First Author

In studying mammalian evolution, teeth are a scientist's most valuable fossil find. Alistair Evans, a postdoc at the University of Helsinki's Institute of Biotechnology in Finland, and his collaborators applied geographic information system (GIS) data-analysis tools to the dental landscape. GIS is typically used to analyse geographically referenced data — often obtained from aerial photography or satellite imagery. By analysing a three-dimensional image of an entire row of teeth, rather than comparing individual teeth, Evans and his colleagues were able to estimate an organism's entire food-processing capacity. On page 78 they detail similarities among 81 species of carnivorans and rodents. So what dictates this similarity?

Why have exhaustive quantitative comparisons of tooth shapes not been done before?

Analysis has previously been limited to more straightforward measurements such as individual tooth and crest sizes. Usually, techniques compare aspects of tooth shape that are homologous between species. We've tried to develop a technique that circumvents the need to look at similar teeth by analysing tooth shape as a whole.

This is not a typical use of GIS. What made you think of using it?

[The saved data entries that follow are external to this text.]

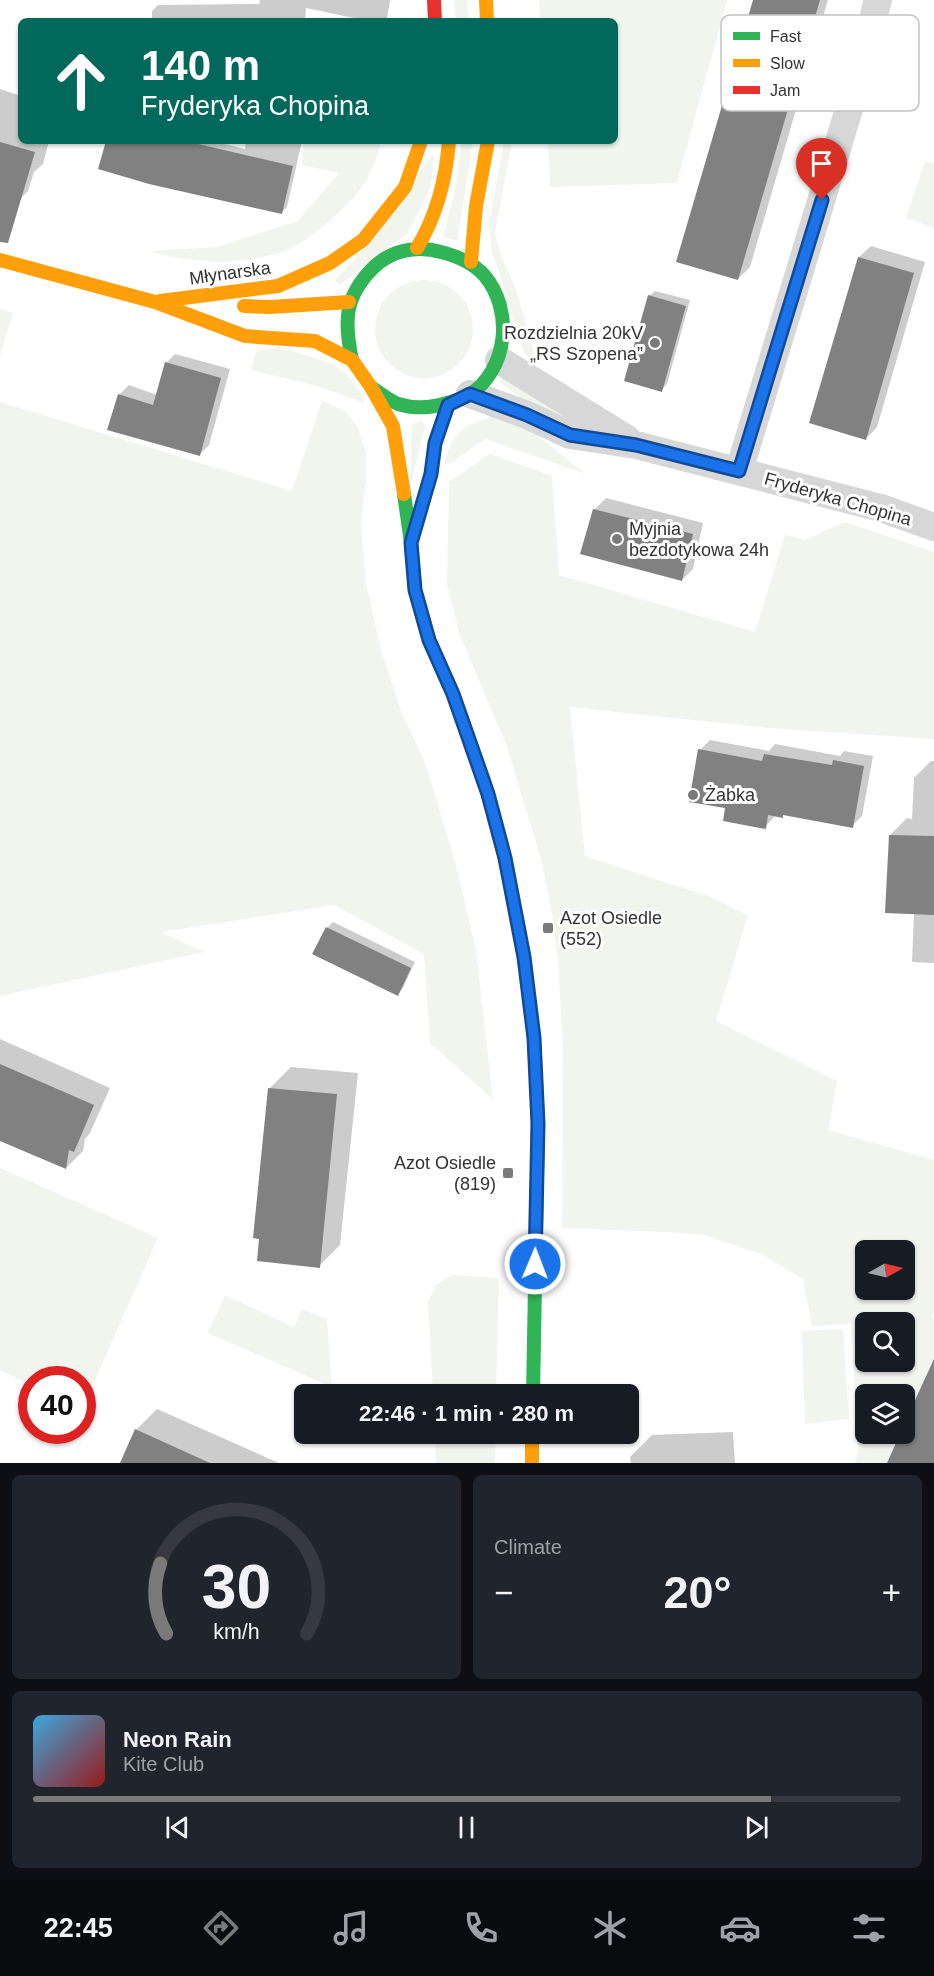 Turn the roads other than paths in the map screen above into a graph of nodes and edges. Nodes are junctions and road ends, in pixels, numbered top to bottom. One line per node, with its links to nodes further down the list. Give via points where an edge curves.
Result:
1 (434, 0): 5 (main road)
2 (486, 0): 6 (main road)
3 (878, 0): 4 (street)
4 (874, 15)
5 (435, 18)
6 (487, 18)
7 (848, 111): 21 (street)
8 (420, 144): 14 (main road, Młynarska, via 405,187 363,240 330,263 278,286)
9 (449, 144): 11 (main road, via 441,197)
10 (487, 144): 13 (main road)
11 (417, 248): 13 (main road, via 445,250); 15 (main road, via 376,265)
12 (0, 260): 14 (main road, Fryderyka Chopina)
13 (471, 262): 17 (main road, via 490,281 502,306 505,333)
14 (155, 302): 15 (main road, Fryderyka Chopina, via 270,307); 16 (main road, Fryderyka Chopina, via 245,336 315,341)
15 (349, 302): 16 (main road, via 345,331)
16 (352, 360): 18 (main road, Fryderyka Chopina)
17 (499, 360): 19 (main road, via 487,379); 20 (street, Fryderyka Chopina)
18 (371, 387): 19 (main road, Fryderyka Chopina, via 394,402 420,408); 23 (main road, Fryderyka Chopina, via 393,426)
19 (459, 400): 20 (street, Fryderyka Chopina, via 527,415 570,435); 23 (main road, via 435,443 431,474)
20 (636, 445): 21 (street, Fryderyka Chopina)
21 (739, 471): 22 (street, Fryderyka Chopina, via 881,508)
22 (934, 527)
23 (411, 543): 24 (main road, Fryderyka Chopina, via 415,590 429,640 453,694 488,794 524,957 534,1038 538,1124)
24 (533, 1384)
25 (532, 1444): 26 (main road)
26 (532, 1463)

When you spend so long looking at teeth, you start to see shapes of mountains, valleys, hills and crests. Many tools used in geology and geography can be directly applied to other shapes, including those of teeth.

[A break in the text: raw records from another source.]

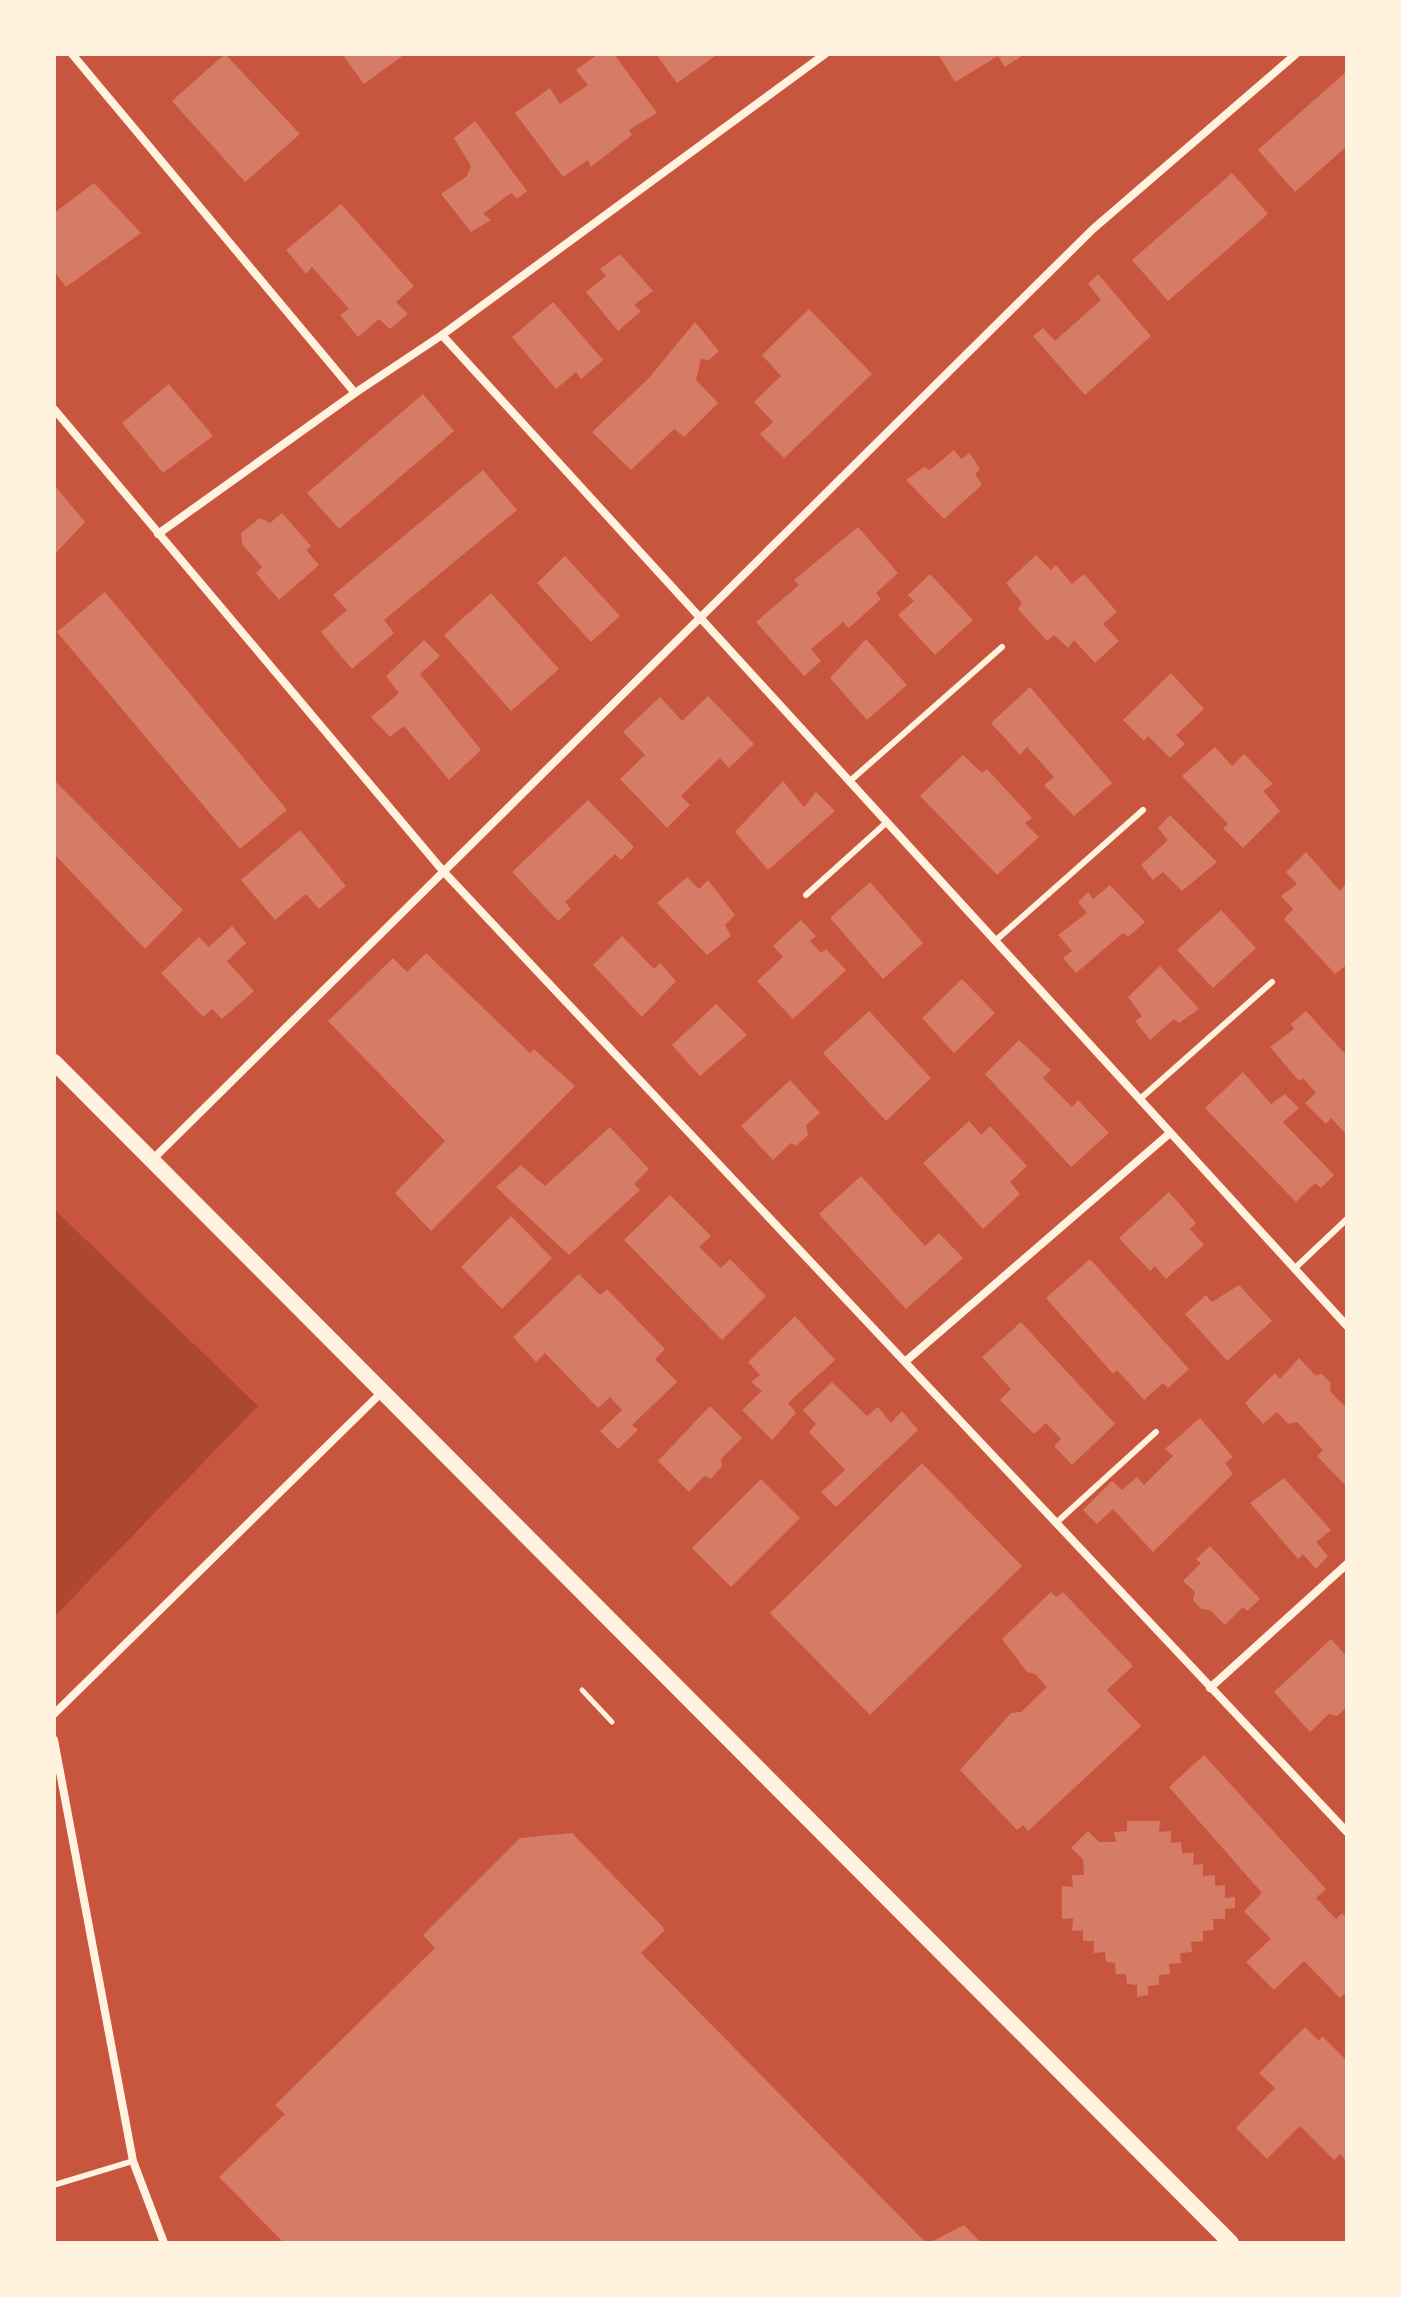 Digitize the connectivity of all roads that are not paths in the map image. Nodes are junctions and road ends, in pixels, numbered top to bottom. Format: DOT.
graph roads {
  1 [pos="72,54"];
  2 [pos="824,54"];
  3 [pos="1296,54"];
  4 [pos="442,335"];
  5 [pos="355,393"];
  6 [pos="54,409"];
  7 [pos="158,534"];
  8 [pos="700,617"];
  9 [pos="1002,647"];
  10 [pos="850,781"];
  11 [pos="1143,810"];
  12 [pos="887,822"];
  13 [pos="443,871"];
  14 [pos="806,895"];
  15 [pos="995,941"];
  16 [pos="1272,982"];
  17 [pos="54,1062"];
  18 [pos="1140,1099"];
  19 [pos="1170,1133"];
  20 [pos="152,1160"];
  21 [pos="1347,1219"];
  22 [pos="1294,1269"];
  23 [pos="1347,1326"];
  24 [pos="906,1361"];
  25 [pos="383,1391"];
  26 [pos="1156,1432"];
  27 [pos="1056,1523"];
  28 [pos="1347,1564"];
  29 [pos="1210,1688"];
  30 [pos="54,1714"];
  31 [pos="54,1740"];
  32 [pos="1347,1832"];
  33 [pos="133,2161"];
  34 [pos="54,2185"];
  35 [pos="164,2243"];
  36 [pos="1231,2243"];
  1 -- 5 [label="street"];
  2 -- 4 [label="street"];
  3 -- 8 [label="street"];
  4 -- 5 [label="street"];
  4 -- 8 [label="street"];
  5 -- 7 [label="street"];
  6 -- 7 [label="street"];
  7 -- 13 [label="street"];
  8 -- 10 [label="street"];
  8 -- 13 [label="street"];
  9 -- 10 [label="lane"];
  10 -- 12 [label="street"];
  11 -- 15 [label="lane"];
  12 -- 14 [label="lane"];
  12 -- 15 [label="street"];
  13 -- 20 [label="street"];
  13 -- 24 [label="street"];
  15 -- 18 [label="street"];
  16 -- 18 [label="lane"];
  17 -- 20 [label="main road"];
  18 -- 19 [label="street"];
  19 -- 22 [label="street"];
  19 -- 24 [label="street"];
  20 -- 25 [label="main road"];
  21 -- 22 [label="lane"];
  22 -- 23 [label="street"];
  24 -- 27 [label="street"];
  25 -- 30 [label="street"];
  25 -- 36 [label="main road"];
  26 -- 27 [label="lane"];
  27 -- 29 [label="street"];
  28 -- 29 [label="street"];
  29 -- 32 [label="street"];
  31 -- 33 [label="street"];
  33 -- 34 [label="lane"];
  33 -- 35 [label="street"];
}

You revealed a surprising similarity between the groups — how can this be explained?

We measured dental complexity as a function of the number of features on teeth, such as cusps and blades of many possible shapes. A herbivorous animal has more complex teeth than a strict carnivore. But surprisingly, the range of complexity values recorded for four of the five diet types studied — the exception being sole meat-eaters — were very similar between the two taxonomic groups. There seem to be some scale-independent and phylogeny-independent forces that dictate complexity of tooth shape depending on diet. What you are eating is much more important to tooth complexity than your genetic heritage.

What's next?

We plan to apply this technique to other species. We'd like to study multituberculates — a major branch of mammals that became extinct after having thrived for 100 million years. With no living relatives and no idea what they ate, this is a group that people have been trying to interpret for a long time.